== PROBLEM DETAILS ==
The word "hand" may appear in lines of the data; say how many such lines there are, with nothing beyond the number.

== SOURCE MATERIAL ==
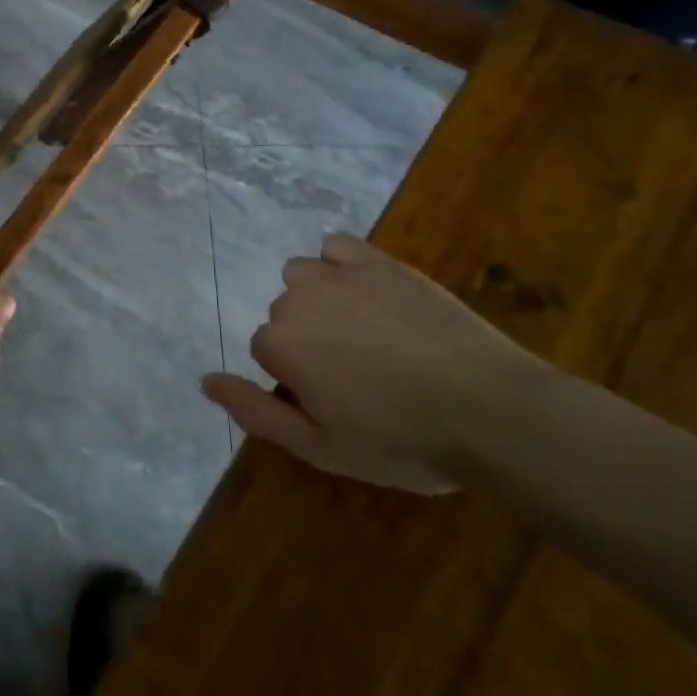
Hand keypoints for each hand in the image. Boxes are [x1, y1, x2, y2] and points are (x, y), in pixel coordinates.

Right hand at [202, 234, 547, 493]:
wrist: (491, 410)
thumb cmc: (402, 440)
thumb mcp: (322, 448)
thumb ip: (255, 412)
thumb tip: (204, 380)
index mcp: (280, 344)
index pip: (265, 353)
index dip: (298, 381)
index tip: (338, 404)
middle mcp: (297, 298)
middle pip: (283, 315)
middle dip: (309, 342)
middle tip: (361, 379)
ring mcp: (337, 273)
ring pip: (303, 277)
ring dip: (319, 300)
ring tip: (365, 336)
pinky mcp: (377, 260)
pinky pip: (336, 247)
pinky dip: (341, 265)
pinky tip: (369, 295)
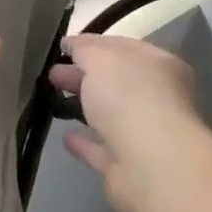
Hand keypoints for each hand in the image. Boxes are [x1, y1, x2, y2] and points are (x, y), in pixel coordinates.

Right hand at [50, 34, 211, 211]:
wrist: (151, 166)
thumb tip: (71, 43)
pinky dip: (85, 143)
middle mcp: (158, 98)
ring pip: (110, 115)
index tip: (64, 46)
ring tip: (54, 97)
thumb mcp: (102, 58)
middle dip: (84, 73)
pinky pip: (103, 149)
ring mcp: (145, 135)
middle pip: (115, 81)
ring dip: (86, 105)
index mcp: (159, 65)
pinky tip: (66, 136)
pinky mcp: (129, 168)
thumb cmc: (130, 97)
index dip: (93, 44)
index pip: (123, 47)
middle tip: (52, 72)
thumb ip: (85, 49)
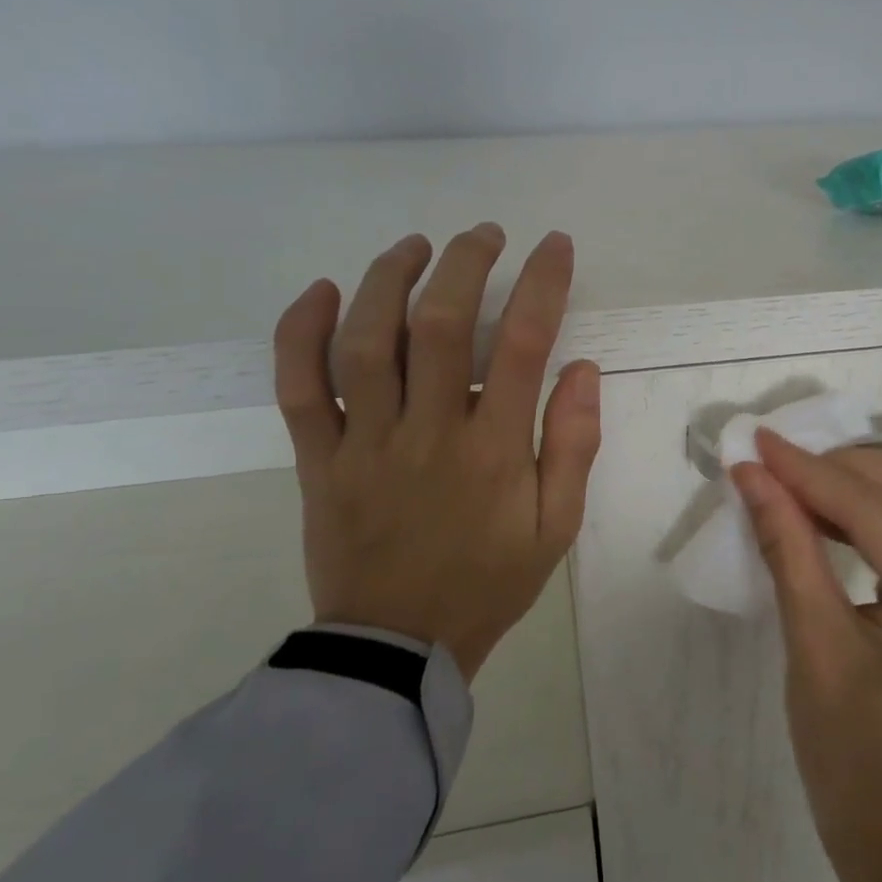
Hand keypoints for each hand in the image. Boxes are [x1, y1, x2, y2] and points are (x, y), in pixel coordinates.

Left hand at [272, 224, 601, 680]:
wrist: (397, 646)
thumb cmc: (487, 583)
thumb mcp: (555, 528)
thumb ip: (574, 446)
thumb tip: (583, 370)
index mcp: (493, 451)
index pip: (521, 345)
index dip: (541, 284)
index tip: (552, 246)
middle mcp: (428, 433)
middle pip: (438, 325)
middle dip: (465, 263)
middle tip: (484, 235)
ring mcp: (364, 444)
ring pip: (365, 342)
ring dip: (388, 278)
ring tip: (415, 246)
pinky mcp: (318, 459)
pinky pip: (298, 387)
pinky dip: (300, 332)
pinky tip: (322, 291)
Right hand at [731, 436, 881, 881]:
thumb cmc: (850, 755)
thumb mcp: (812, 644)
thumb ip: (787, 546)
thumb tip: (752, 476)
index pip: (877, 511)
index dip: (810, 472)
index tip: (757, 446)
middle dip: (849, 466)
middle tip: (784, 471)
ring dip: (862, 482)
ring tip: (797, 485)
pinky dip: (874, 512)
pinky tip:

== TASK OUTPUT ==
7